- **YOUR TASK**
What lines below include the string "pixel"? Pick them out and copy them.

___ EXTRACTED INFORMATION ___

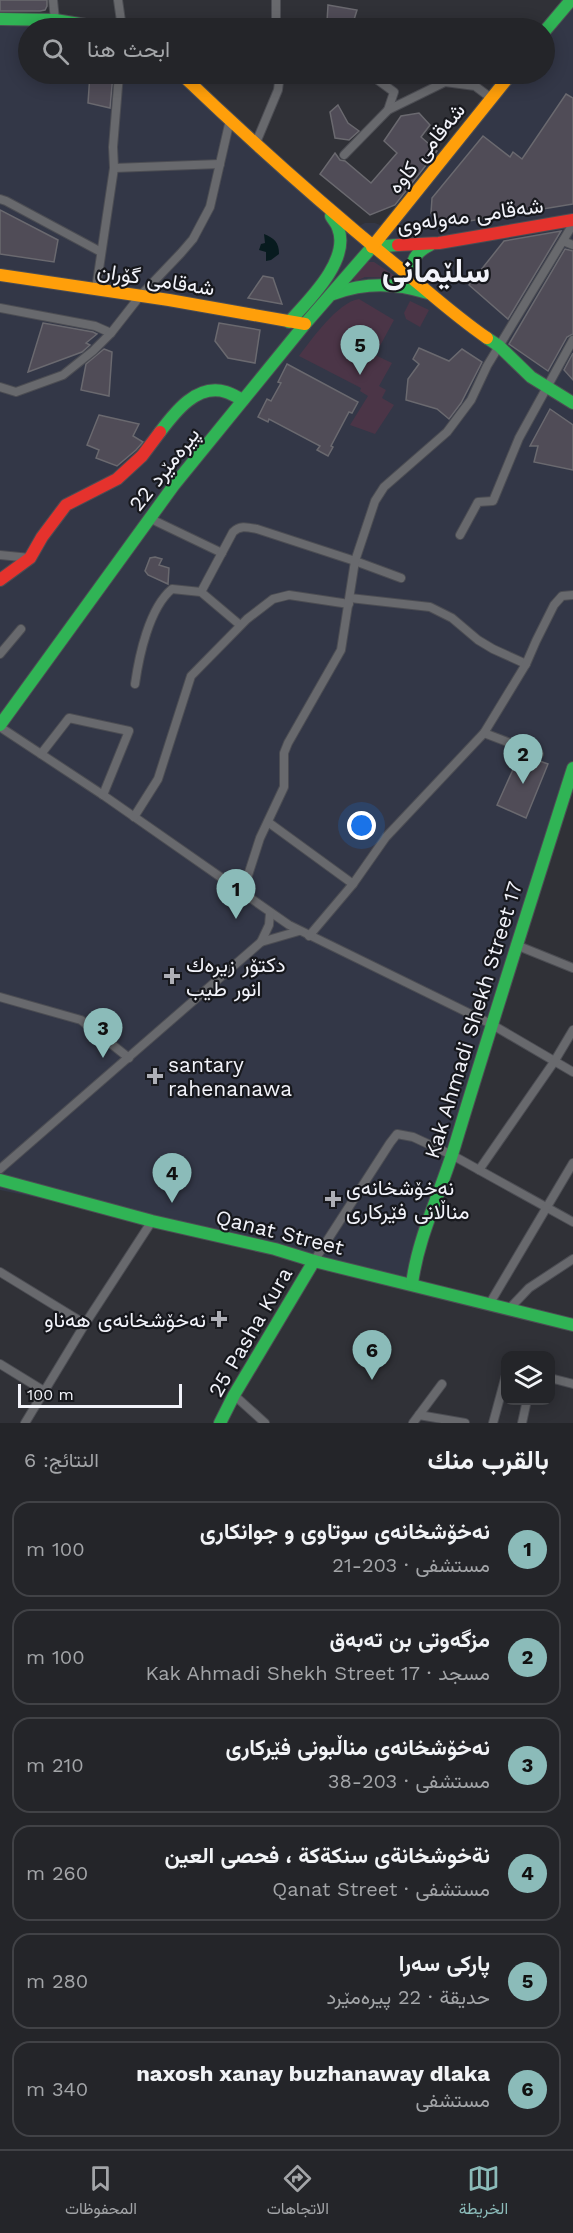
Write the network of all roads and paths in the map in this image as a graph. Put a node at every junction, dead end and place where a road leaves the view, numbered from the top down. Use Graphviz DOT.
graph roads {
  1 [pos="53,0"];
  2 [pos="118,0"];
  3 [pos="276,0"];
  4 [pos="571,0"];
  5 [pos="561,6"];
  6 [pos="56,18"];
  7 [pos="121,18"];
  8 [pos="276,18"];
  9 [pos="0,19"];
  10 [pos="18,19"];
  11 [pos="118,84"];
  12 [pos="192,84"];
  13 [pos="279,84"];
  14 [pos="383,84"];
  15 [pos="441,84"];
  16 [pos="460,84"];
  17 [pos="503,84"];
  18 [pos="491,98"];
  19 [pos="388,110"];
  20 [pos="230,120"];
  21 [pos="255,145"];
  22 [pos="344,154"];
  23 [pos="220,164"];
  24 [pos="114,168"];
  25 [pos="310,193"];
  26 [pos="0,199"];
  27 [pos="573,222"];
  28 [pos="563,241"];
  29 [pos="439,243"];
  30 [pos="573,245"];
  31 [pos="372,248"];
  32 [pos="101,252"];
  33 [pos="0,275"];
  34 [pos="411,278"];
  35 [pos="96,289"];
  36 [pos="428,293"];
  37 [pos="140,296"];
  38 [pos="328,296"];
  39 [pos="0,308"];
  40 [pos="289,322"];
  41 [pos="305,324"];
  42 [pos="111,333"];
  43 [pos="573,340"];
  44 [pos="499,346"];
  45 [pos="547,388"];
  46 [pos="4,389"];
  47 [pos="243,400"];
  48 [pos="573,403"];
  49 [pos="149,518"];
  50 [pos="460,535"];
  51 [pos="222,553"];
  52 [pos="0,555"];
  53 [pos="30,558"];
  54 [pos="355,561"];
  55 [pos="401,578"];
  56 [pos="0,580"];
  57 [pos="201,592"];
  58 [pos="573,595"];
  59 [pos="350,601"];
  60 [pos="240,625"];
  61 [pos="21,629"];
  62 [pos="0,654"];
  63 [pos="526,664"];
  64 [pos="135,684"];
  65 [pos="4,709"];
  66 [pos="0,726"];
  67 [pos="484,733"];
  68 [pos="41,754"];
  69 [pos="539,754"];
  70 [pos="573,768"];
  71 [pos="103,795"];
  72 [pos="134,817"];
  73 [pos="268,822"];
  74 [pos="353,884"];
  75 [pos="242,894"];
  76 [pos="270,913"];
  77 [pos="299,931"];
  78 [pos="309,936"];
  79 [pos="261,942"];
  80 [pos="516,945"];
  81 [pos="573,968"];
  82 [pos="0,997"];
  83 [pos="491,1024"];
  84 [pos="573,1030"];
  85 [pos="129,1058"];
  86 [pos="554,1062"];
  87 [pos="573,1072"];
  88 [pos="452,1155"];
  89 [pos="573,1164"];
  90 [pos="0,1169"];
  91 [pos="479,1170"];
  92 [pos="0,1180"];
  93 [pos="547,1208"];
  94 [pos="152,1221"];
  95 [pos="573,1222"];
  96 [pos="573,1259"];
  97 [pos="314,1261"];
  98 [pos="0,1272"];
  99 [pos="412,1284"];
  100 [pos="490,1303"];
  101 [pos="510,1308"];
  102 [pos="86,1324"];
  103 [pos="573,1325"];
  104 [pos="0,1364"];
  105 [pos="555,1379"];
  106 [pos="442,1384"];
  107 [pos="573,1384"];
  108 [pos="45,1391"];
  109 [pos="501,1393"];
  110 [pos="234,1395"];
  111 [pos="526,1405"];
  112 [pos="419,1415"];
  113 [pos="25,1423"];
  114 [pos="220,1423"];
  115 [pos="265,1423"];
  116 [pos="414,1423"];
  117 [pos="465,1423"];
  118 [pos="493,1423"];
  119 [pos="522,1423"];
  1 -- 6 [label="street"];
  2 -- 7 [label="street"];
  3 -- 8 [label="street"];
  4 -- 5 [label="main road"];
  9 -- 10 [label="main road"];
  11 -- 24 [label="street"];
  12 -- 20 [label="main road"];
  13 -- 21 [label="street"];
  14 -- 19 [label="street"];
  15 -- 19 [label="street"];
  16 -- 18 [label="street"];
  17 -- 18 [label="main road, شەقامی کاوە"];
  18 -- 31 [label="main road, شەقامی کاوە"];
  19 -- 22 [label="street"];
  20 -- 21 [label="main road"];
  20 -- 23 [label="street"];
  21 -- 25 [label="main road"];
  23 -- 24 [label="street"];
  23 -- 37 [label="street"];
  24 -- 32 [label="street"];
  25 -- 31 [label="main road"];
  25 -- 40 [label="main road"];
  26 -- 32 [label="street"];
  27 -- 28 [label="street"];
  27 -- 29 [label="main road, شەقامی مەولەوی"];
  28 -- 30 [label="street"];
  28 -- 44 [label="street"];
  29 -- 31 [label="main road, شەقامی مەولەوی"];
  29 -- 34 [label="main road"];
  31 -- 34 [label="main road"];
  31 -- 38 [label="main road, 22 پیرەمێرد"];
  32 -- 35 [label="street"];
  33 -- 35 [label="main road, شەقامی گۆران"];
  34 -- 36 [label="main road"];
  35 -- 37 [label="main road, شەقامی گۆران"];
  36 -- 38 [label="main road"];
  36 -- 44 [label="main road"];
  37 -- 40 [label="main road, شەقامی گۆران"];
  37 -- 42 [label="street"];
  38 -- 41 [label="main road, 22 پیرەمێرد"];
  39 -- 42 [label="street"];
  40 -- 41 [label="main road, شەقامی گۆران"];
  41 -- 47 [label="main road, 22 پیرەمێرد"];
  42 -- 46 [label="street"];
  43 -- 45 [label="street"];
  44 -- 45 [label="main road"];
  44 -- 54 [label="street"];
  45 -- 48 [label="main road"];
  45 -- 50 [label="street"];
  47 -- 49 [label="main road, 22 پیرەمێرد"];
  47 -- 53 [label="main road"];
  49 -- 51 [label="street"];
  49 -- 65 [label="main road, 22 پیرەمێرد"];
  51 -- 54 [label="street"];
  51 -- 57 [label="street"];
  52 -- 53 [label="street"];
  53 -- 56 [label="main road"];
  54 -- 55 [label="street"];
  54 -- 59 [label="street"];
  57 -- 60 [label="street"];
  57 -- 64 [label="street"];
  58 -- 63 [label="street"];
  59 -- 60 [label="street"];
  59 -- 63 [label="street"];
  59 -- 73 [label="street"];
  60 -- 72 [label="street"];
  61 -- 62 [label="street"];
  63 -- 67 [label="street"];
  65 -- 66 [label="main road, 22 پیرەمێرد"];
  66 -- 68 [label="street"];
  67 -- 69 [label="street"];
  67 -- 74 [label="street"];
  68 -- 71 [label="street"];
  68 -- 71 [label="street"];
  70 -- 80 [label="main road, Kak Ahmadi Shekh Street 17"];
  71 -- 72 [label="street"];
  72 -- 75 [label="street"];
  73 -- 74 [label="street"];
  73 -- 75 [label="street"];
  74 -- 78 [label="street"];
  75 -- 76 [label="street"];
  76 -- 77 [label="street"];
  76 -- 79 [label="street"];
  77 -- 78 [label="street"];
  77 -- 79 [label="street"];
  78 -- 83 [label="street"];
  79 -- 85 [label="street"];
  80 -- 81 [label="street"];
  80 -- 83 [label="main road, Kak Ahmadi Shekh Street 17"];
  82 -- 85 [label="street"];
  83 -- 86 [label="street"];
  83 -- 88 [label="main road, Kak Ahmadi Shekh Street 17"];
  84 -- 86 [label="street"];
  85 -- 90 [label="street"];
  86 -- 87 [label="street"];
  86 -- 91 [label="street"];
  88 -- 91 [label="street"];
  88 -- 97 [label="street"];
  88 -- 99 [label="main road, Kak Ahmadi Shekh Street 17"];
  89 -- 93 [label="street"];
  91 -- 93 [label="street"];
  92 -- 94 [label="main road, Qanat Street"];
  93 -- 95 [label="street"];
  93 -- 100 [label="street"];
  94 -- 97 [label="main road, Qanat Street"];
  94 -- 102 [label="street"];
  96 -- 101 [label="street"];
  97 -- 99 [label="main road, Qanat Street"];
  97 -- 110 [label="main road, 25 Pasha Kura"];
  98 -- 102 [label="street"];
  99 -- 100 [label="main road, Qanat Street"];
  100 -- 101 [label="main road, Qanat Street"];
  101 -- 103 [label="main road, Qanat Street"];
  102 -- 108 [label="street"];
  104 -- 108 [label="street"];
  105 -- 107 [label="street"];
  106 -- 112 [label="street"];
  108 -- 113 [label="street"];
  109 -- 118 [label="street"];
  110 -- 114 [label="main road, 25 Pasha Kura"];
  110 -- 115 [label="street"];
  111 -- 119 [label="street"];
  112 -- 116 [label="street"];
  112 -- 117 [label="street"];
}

___
___ EXTRACTED INFORMATION ___

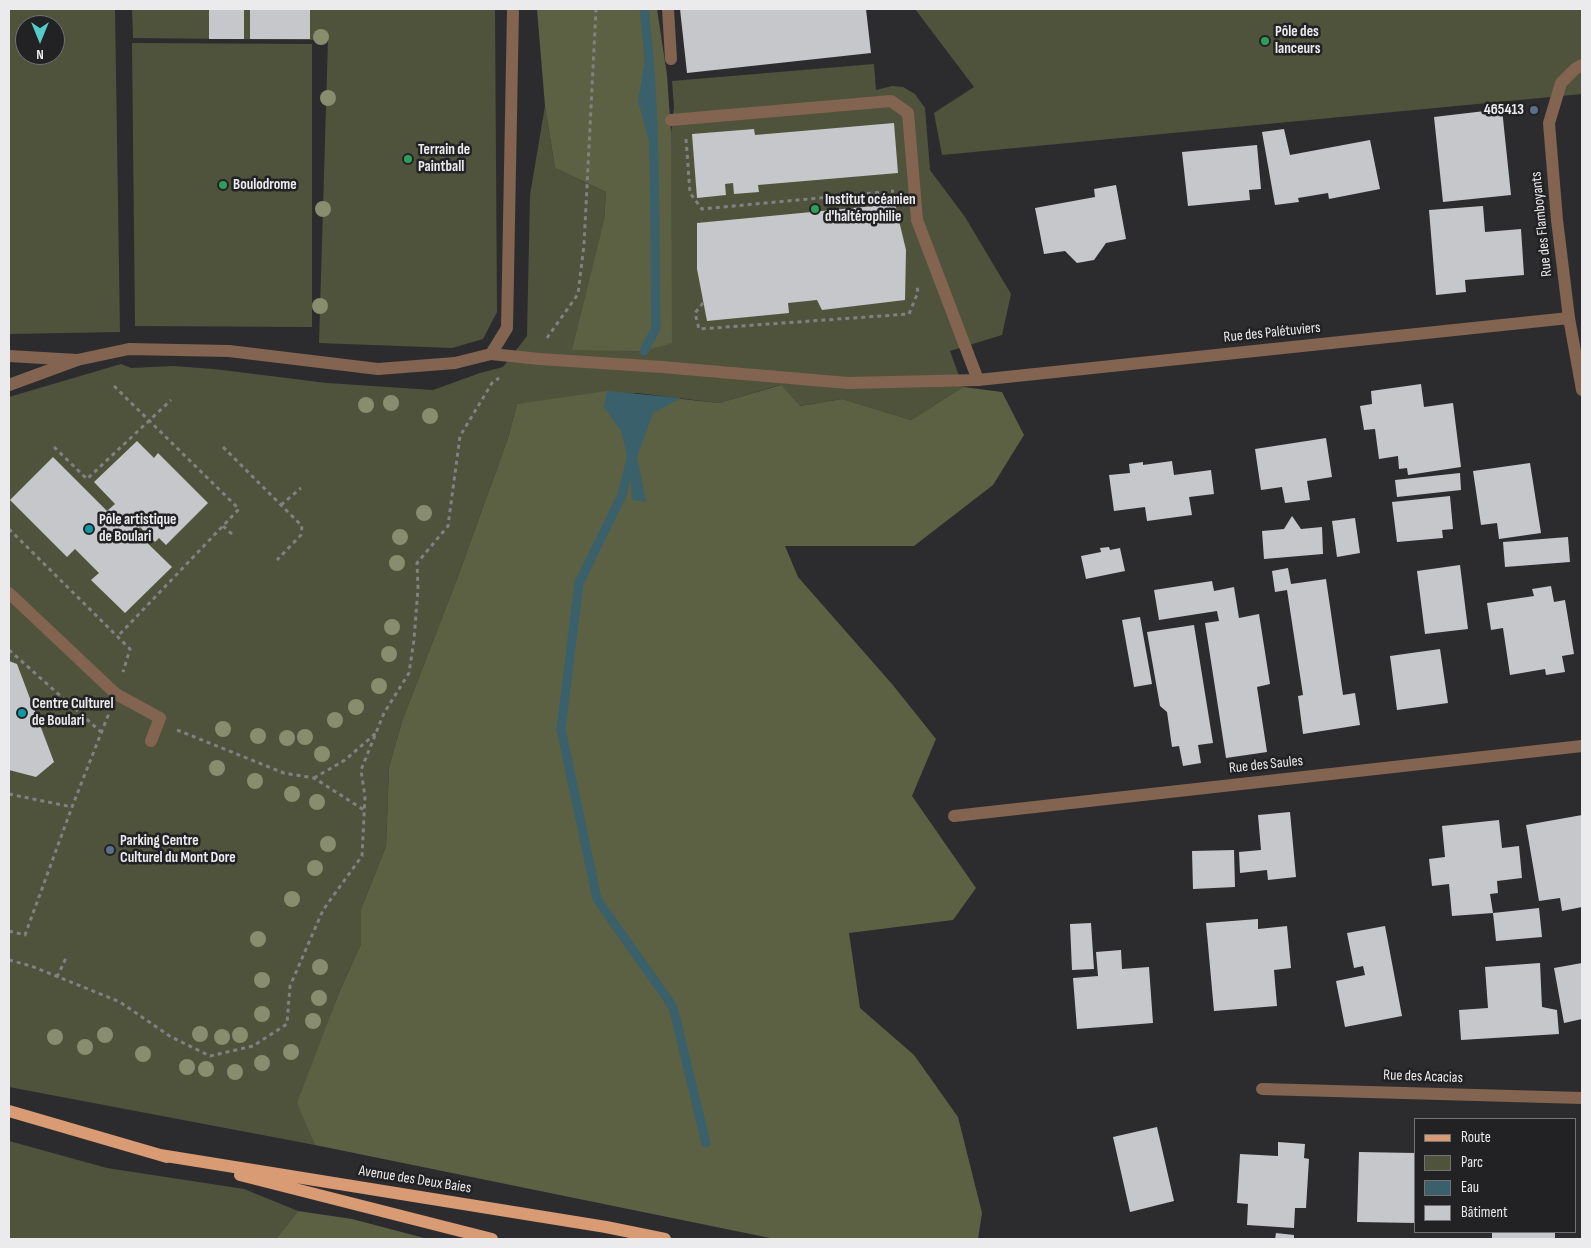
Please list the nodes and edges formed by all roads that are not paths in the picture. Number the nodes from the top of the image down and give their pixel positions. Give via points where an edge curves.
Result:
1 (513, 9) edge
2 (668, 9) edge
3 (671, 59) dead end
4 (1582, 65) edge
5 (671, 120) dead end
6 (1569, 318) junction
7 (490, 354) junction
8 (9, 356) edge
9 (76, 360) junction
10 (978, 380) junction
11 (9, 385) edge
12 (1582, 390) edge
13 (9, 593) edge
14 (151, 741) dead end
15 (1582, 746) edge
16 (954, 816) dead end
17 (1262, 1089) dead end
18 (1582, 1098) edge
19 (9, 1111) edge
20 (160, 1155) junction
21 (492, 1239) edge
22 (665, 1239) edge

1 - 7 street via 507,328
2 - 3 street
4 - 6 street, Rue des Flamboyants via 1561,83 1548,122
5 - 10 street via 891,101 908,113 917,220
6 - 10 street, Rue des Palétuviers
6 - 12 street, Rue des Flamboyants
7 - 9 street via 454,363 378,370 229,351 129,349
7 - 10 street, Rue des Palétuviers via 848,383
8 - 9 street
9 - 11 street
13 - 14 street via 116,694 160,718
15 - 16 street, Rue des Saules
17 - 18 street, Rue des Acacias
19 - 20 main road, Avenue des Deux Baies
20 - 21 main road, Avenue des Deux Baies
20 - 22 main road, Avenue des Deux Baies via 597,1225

___
___ EXTRACTED INFORMATION ___

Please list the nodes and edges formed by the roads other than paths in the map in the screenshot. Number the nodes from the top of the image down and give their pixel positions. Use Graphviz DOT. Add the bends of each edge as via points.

___

- **RESULT**
Please list the nodes and edges formed by all roads that are not paths in the picture. Number the nodes from the top of the image down and give their pixel positions. Give via points where an edge curves.
Please list the nodes and edges formed by the roads other than paths in the map in the screenshot. Number the nodes from the top of the image down and give their pixel positions. Use Graphviz DOT. Add the bends of each edge as via points.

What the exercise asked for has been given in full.